## [EXERCISE GOAL]
Line by line, return the material below exactly as it reads.

## [RECORDS]
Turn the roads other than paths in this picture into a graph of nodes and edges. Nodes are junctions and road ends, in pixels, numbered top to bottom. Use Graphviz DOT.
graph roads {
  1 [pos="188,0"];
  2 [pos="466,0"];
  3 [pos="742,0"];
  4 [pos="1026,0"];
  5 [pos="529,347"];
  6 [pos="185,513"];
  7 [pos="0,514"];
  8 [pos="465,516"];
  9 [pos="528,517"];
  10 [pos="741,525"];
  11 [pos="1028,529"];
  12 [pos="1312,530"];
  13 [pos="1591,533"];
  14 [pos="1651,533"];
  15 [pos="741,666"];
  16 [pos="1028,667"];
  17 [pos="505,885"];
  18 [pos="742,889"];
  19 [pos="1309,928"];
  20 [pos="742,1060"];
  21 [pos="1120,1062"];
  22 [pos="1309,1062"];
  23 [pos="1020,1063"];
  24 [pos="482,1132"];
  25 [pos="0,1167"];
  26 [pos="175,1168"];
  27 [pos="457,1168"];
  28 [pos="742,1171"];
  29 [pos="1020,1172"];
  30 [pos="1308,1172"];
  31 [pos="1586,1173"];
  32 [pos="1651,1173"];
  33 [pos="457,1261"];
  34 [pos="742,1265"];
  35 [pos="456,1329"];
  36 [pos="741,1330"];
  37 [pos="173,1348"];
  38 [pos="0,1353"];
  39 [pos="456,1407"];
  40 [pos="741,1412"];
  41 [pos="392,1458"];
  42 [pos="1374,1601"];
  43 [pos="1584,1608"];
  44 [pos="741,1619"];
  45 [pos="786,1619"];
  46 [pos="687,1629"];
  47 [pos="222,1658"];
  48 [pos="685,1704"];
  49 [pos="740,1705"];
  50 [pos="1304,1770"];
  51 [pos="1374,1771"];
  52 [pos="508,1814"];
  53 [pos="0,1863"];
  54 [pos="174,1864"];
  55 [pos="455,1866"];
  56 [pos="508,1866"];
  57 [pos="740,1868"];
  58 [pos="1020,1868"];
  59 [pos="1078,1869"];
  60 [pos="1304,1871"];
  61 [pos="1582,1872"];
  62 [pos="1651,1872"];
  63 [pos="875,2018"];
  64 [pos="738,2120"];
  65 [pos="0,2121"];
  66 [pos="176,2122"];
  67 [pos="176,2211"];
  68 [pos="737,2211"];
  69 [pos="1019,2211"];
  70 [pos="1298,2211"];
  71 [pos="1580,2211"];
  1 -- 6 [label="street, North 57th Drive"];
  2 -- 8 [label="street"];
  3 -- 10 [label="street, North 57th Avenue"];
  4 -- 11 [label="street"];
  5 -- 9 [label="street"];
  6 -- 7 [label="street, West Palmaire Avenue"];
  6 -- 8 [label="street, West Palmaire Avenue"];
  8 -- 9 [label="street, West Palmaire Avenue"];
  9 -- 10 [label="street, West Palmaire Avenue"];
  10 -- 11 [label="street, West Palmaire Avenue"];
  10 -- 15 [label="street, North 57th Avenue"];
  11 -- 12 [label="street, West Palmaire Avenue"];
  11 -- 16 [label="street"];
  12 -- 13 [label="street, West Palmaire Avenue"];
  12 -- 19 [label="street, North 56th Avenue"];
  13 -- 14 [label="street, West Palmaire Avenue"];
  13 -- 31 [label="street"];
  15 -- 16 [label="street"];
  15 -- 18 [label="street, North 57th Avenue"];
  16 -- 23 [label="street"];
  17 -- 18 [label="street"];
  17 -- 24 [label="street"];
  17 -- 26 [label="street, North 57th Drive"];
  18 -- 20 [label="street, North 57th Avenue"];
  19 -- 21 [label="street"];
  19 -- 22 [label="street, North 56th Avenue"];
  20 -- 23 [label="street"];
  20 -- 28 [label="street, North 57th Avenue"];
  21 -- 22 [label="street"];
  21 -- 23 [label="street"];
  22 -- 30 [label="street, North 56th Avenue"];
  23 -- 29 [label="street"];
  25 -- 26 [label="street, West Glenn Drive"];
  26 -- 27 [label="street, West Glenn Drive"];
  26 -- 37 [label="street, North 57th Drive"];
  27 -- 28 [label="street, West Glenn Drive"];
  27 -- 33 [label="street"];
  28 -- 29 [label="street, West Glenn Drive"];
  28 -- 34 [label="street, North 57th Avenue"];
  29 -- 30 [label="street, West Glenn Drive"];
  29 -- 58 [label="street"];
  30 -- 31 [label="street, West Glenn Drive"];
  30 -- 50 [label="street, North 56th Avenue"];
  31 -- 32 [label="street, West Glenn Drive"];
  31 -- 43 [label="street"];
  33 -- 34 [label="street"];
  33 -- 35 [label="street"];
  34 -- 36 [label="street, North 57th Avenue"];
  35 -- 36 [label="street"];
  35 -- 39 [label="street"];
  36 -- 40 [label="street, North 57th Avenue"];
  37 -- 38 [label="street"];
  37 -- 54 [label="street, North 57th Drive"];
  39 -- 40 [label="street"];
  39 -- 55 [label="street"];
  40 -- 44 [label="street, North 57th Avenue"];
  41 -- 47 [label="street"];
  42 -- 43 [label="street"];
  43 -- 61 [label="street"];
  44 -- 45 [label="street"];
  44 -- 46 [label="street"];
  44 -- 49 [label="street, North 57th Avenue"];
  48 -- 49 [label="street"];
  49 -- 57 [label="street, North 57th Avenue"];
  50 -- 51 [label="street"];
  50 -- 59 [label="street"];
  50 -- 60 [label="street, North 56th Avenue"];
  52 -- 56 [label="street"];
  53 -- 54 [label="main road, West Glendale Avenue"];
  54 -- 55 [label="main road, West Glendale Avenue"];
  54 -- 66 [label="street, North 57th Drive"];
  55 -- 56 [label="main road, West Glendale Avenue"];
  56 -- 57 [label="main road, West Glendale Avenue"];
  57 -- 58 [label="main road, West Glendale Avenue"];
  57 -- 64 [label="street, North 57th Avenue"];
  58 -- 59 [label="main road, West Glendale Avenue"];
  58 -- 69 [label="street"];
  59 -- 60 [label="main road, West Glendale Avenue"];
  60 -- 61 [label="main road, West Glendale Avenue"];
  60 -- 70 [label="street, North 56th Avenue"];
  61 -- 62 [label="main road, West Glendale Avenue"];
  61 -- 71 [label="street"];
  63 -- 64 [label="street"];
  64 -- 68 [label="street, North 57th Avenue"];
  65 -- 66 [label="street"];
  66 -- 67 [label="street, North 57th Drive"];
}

## [ANSWER AREA]
Turn the roads other than paths in this picture into a graph of nodes and edges. Nodes are junctions and road ends, in pixels, numbered top to bottom. Use Graphviz DOT.
graph roads {
  1 [pos="188,0"];
  2 [pos="466,0"];
  3 [pos="742,0"];
  4 [pos="1026,0"];
  5 [pos="529,347"];
  6 [pos="185,513"];
  7 [pos="0,514"];
  8 [pos="465,516"];
  9 [pos="528,517"];
  10 [pos="741,525"];
  11 [pos="1028,529"];
  12 [pos="1312,530"];
  13 [pos="1591,533"];
  14 [pos="1651,533"];
  15 [pos="741,666"];
  16 [pos="1028,667"];
  17 [pos="505,885"];
  18 [pos="742,889"];
  19 [pos="1309,928"];
  20 [pos="742,1060"];
  21 [pos="1120,1062"];
  22 [pos="1309,1062"];
  23 [pos="1020,1063"];
  24 [pos="482,1132"];
  25 [pos="0,1167"];
  26 [pos="175,1168"];
  27 [pos="457,1168"];
  28 [pos="742,1171"];
  29 [pos="1020,1172"];
  30 [pos="1308,1172"];
  31 [pos="1586,1173"];
  32 [pos="1651,1173"];
  33 [pos="457,1261"];
  34 [pos="742,1265"];
  35 [pos="456,1329"];
  36 [pos="741,1330"];
  37 [pos="173,1348"];
  38 [pos="0,1353"];
  39 [pos="456,1407"];
  40 [pos="741,1412"];
  41 [pos="392,1458"];
  42 [pos="1374,1601"];
  43 [pos="1584,1608"];
  44 [pos="741,1619"];
  45 [pos="786,1619"];
  46 [pos="687,1629"];
  47 [pos="222,1658"];
  48 [pos="685,1704"];
  49 [pos="740,1705"];
  50 [pos="1304,1770"];
  51 [pos="1374,1771"];
  52 [pos="508,1814"];
  53 [pos="0,1863"];
  54 [pos="174,1864"];
  55 [pos="455,1866"];
  56 [pos="508,1866"];
  57 [pos="740,1868"];
  58 [pos="1020,1868"];
  59 [pos="1078,1869"];
  60 [pos="1304,1871"];
  61 [pos="1582,1872"];
  62 [pos="1651,1872"];
  63 [pos="875,2018"];
  64 [pos="738,2120"];
  65 [pos="0,2121"];
  66 [pos="176,2122"];
  67 [pos="176,2211"];
  68 [pos="737,2211"];
  69 [pos="1019,2211"];
  70 [pos="1298,2211"];
  71 [pos="1580,2211"];
  1 -- 6 [label="street, North 57th Drive"];
  2 -- 8 [label="street"];
  3 -- 10 [label="street, North 57th Avenue"];
  4 -- 11 [label="street"];
  5 -- 9 [label="street"];
  6 -- 7 [label="street, West Palmaire Avenue"];
  6 -- 8 [label="street, West Palmaire Avenue"];
  8 -- 9 [label="street, West Palmaire Avenue"];
  9 -- 10 [label="street, West Palmaire Avenue"];
  10 -- 11 [label="street, West Palmaire Avenue"];
  10 -- 15 [label="street, North 57th Avenue"];
  11 -- 12 [label="street, West Palmaire Avenue"];
  11 -- 16 [label="street"];
  12 -- 13 [label="street, West Palmaire Avenue"];
  12 -- 19 [label="street, North 56th Avenue"];
  13 -- 14 [label="street, West Palmaire Avenue"];
  13 -- 31 [label="street"];
  15 -- 16 [label="street"];
  15 -- 18 [label="street, North 57th Avenue"];
  16 -- 23 [label="street"];
  17 -- 18 [label="street"];
  17 -- 24 [label="street"];
  17 -- 26 [label="street, North 57th Drive"];
  18 -- 20 [label="street, North 57th Avenue"];
  19 -- 21 [label="street"];
  19 -- 22 [label="street, North 56th Avenue"];
  20 -- 23 [label="street"];
  20 -- 28 [label="street, North 57th Avenue"];
  21 -- 22 [label="street"];
  21 -- 23 [label="street"];
  22 -- 30 [label="street, North 56th Avenue"];
  23 -- 29 [label="street"];
  25 -- 26 [label="street, West Glenn Drive"];
  26 -- 27 [label="street, West Glenn Drive"];
  26 -- 37 [label="street, North 57th Drive"];
  27 -- 28 [label="street, West Glenn Drive"];
  27 -- 33 [label="street"];
  28 -- 29 [label="street, West Glenn Drive"];
  28 -- 34 [label="street, North 57th Avenue"];
  29 -- 30 [label="street, West Glenn Drive"];
  29 -- 58 [label="street"];
  30 -- 31 [label="street, West Glenn Drive"];
  30 -- 50 [label="street, North 56th Avenue"];
  31 -- 32 [label="street, West Glenn Drive"];
  31 -- 43 [label="street"];
  33 -- 34 [label="street"];
  33 -- 35 [label="street"];
  34 -- 36 [label="street, North 57th Avenue"];
  35 -- 36 [label="street"];
  35 -- 39 [label="street"];
  36 -- 40 [label="street, North 57th Avenue"];
  37 -- 38 [label="street"];
  37 -- 54 [label="street, North 57th Drive"];
  39 -- 40 [label="street"];
  39 -- 55 [label="street"];
  40 -- 44 [label="street, North 57th Avenue"];
  41 -- 47 [label="street"];
  42 -- 43 [label="street"];
  43 -- 61 [label="street"];
  44 -- 45 [label="street"];
  44 -- 46 [label="street"];
  44 -- 49 [label="street, North 57th Avenue"];
  48 -- 49 [label="street"];
  49 -- 57 [label="street, North 57th Avenue"];
  50 -- 51 [label="street"];
  50 -- 59 [label="street"];
  50 -- 60 [label="street, North 56th Avenue"];
  52 -- 56 [label="street"];
  53 -- 54 [label="main road, West Glendale Avenue"];
  54 -- 55 [label="main road, West Glendale Avenue"];
  54 -- 66 [label="street, North 57th Drive"];
  55 -- 56 [label="main road, West Glendale Avenue"];
  56 -- 57 [label="main road, West Glendale Avenue"];
  57 -- 58 [label="main road, West Glendale Avenue"];
  57 -- 64 [label="street, North 57th Avenue"];
  58 -- 59 [label="main road, West Glendale Avenue"];
  58 -- 69 [label="street"];
  59 -- 60 [label="main road, West Glendale Avenue"];
  60 -- 61 [label="main road, West Glendale Avenue"];
  60 -- 70 [label="street, North 56th Avenue"];
  61 -- 62 [label="main road, West Glendale Avenue"];
  61 -- 71 [label="street"];
  63 -- 64 [label="street"];
  64 -- 68 [label="street, North 57th Avenue"];
  65 -- 66 [label="street"];
  66 -- 67 [label="street, North 57th Drive"];
}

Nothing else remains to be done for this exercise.